§2.3 Querying with SPARQL

What and Why

SPARQL is the W3C standard query language for RDF data — the SQL of the knowledge graph world. pg_ripple translates SPARQL queries into optimized PostgreSQL SQL behind the scenes, so you get the expressiveness of SPARQL with the performance of a mature relational engine.

Why SPARQL instead of raw SQL against VP tables?
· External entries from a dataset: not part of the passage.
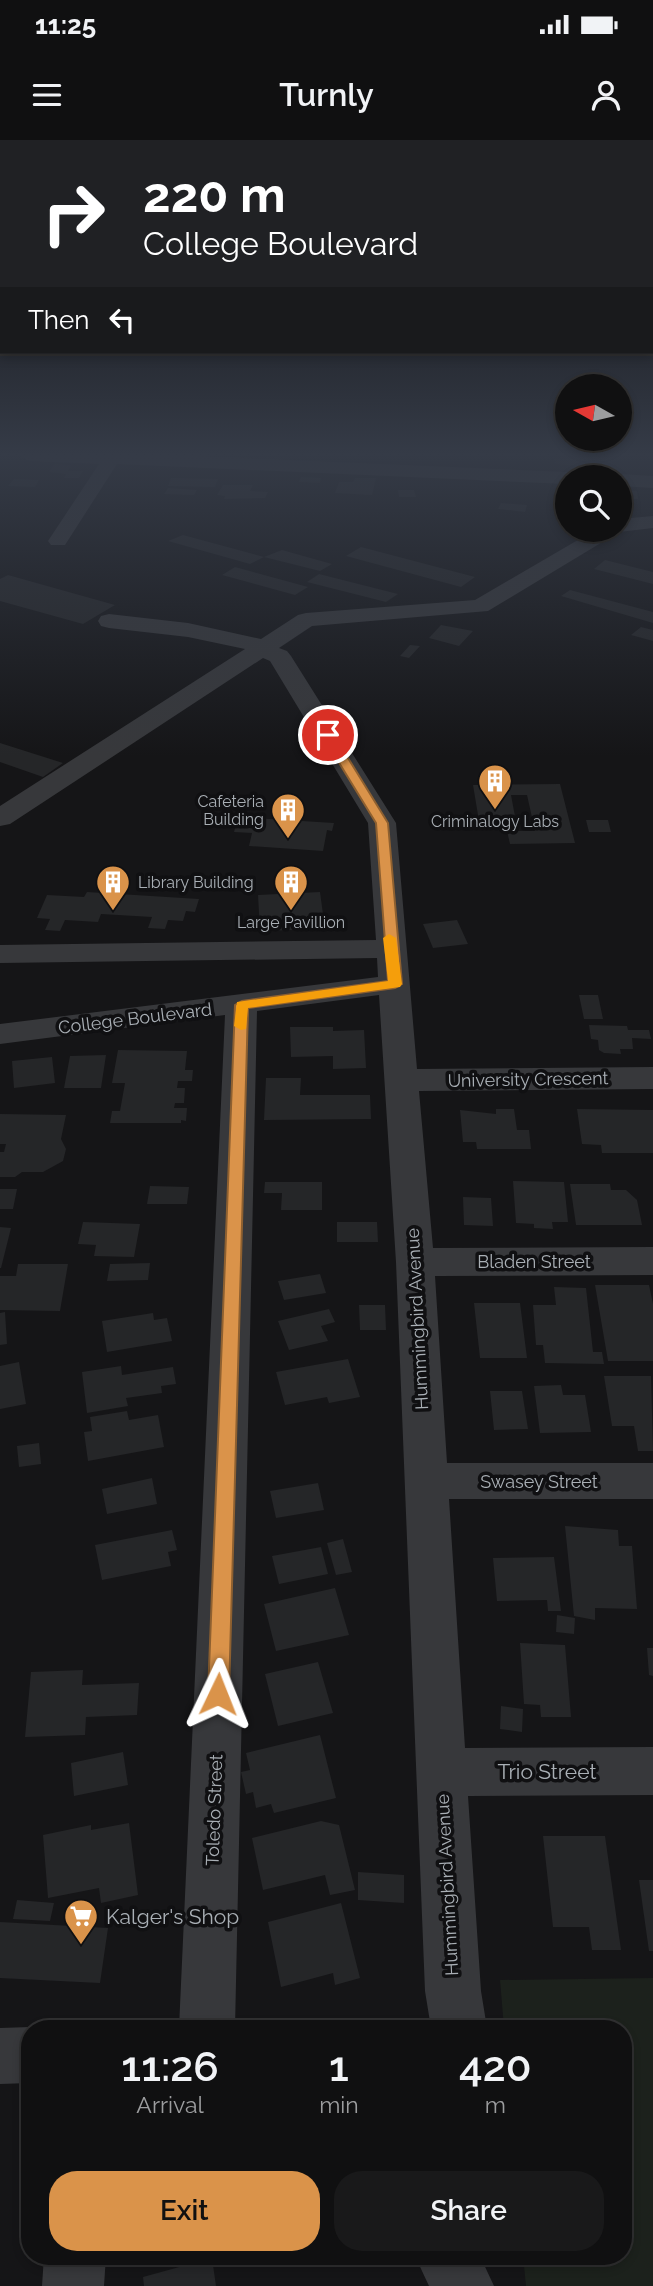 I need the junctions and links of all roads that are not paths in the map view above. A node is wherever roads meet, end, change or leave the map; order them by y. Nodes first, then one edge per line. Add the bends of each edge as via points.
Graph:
1 (567, 555) edge
2 (110, 621) dead end
3 (265, 648) junction
4 (0, 788) edge
5 (30, 799) junction
6 (0, 818) edge
7 (0, 954) edge
8 (392, 966) junction
9 (242, 1005) junction
10 (0, 1034) edge
11 (653, 1078) edge
12 (402, 1080) junction
13 (653, 1261) edge
14 (415, 1262) junction
15 (425, 1480) junction
16 (653, 1481) edge
17 (653, 1771) edge
18 (441, 1772) junction
19 (207, 2020) edge
20 (458, 2020) edge
21 (21, 2055) edge
22 (0, 2056) edge
23 (74, 2265) edge
24 (451, 2265) edge
25 (478, 2265) edge
26 (72, 2286) edge
27 (463, 2286) edge
28 (479, 2286) edge

1 - 3 street via 480,606 306,620
2 - 3 street via 188,630
3 - 5 street
3 - 8 street, Hummingbird Avenue via 279,656 382,823
4 - 5 street
5 - 6 street
7 - 8 street
8 - 9 street, College Boulevard
8 - 12 street, Hummingbird Avenue
9 - 10 street, College Boulevard
9 - 19 street, Toledo Street
11 - 12 street, University Crescent
12 - 14 street, Hummingbird Avenue
13 - 14 street, Bladen Street
14 - 15 street, Hummingbird Avenue
15 - 16 street, Swasey Street
15 - 18 street, Hummingbird Avenue
17 - 18 street, Trio Street
18 - 20 street, Hummingbird Avenue
21 - 22 street
23 - 26 street
24 - 27 street
25 - 28 street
Graph pattern matching: find paths, cycles, and subgraph shapes naturally.
Property paths: traverse variable-length relationships with +, *, ?.
Federation: query remote SPARQL endpoints alongside local data.
Standards compliance: queries are portable across triple stores.
Update support: INSERT DATA and DELETE DATA for programmatic modifications.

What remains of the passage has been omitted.